# Apparent violation of KVL

• caesius
In summary, the conversation is about a question regarding the derivation of the current with respect to time in source-free RL circuits. The person is confused about the sign convention used and why the equation is not written as -vR + vL = 0. The other person explains that the components are actually in series and uses the direction of the current as the sign convention for vL and vR. They also mention that both elements are in parallel and in series.

## Homework Statement

Not really a problem, but we're learning about source-free RL circuits and the instructor was deriving the current w.r.t time. I've actually seen this derived a few times but one thing has always bothered me.

Looking at this picture recreated from the text

http://homebrew.net.nz/RL.png [Broken]

The equation dervied from it says:

Ri + vL = 0

which implies vR + vL = 0

but I've always thought that with KVL you simply write down the first sign you hit when tranversing the circuit, i.e., why is the equation not

-vR + vL = 0

Surely since the two components are in parallel the voltage drop across them has to be equal??!

Thanks if anyone can clear up my confusion

Last edited by a moderator:
caesius said:
Surely since the two components are in parallel the voltage drop across them has to be equal??!
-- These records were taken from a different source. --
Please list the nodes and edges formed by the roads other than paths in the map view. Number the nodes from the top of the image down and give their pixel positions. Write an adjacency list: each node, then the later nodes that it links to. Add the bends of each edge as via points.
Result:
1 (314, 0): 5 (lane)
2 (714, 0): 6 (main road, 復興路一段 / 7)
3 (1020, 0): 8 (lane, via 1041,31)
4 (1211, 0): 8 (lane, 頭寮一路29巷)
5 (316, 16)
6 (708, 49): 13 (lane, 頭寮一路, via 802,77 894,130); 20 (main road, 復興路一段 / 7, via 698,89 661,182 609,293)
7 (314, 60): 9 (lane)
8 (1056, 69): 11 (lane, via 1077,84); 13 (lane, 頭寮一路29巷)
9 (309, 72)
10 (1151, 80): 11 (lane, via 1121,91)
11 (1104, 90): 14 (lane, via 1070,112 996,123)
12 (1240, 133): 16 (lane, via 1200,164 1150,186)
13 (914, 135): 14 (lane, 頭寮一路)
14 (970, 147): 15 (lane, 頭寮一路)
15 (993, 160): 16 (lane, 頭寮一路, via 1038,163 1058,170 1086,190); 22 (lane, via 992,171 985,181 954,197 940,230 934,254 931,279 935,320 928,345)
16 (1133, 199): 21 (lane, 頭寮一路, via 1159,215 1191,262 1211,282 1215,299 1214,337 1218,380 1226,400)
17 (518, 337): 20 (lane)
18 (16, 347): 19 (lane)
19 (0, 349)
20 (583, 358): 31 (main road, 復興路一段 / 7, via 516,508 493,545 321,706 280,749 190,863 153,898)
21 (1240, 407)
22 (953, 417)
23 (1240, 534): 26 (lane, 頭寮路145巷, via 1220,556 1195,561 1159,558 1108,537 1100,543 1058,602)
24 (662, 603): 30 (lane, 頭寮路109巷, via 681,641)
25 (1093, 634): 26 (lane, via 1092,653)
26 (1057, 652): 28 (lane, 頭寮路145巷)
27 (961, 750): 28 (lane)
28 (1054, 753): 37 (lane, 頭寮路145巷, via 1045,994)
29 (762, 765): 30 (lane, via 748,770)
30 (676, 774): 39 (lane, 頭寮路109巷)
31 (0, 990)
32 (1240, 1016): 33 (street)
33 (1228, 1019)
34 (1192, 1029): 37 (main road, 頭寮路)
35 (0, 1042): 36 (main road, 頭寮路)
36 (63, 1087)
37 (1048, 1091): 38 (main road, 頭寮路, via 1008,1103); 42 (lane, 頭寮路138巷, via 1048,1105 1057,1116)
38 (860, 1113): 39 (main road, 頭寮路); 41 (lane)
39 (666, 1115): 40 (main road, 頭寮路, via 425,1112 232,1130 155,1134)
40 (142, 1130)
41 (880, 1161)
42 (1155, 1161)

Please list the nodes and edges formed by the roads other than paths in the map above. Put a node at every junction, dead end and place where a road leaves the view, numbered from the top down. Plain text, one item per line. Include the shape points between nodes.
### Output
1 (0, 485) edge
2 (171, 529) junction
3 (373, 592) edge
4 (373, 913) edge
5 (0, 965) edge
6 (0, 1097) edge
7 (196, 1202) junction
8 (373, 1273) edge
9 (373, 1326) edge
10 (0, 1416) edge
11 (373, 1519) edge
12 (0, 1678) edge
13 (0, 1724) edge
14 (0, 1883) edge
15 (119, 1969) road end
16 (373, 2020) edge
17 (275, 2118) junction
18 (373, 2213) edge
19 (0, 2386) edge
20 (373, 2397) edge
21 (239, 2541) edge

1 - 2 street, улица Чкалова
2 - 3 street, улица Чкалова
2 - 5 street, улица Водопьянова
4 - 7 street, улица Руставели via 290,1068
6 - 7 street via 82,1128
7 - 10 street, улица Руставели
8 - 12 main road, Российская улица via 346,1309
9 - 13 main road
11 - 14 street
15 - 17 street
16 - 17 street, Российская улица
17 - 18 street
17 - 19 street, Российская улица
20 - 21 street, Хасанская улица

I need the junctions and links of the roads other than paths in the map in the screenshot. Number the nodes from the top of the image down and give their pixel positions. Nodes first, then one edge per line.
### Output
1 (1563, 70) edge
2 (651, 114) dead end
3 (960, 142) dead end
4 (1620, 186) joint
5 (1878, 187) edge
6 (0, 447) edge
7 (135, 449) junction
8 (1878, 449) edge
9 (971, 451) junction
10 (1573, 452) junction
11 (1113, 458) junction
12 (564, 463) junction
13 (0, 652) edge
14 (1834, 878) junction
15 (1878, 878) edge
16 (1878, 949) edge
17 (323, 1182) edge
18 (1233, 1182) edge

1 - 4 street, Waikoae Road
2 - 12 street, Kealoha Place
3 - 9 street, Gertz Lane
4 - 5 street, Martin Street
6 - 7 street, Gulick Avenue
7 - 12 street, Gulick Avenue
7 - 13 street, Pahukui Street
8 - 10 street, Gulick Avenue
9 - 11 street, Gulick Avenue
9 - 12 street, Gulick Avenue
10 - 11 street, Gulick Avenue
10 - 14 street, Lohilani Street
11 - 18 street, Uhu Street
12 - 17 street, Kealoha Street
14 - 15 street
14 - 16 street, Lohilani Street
They are in series. We want to say that the currents through
L and R are equal. We use this circulating current direction as
our sign convention for vL and vR.
vL +vR = 0

Since the direction of i is defined opposite to the actual current you'd get with a positive voltage across R, we have

VR = - i R

Equate this expression with VL and see what you get.

p.s. FYI, in this case the two elements are both in parallel (same voltage) and in series (same current).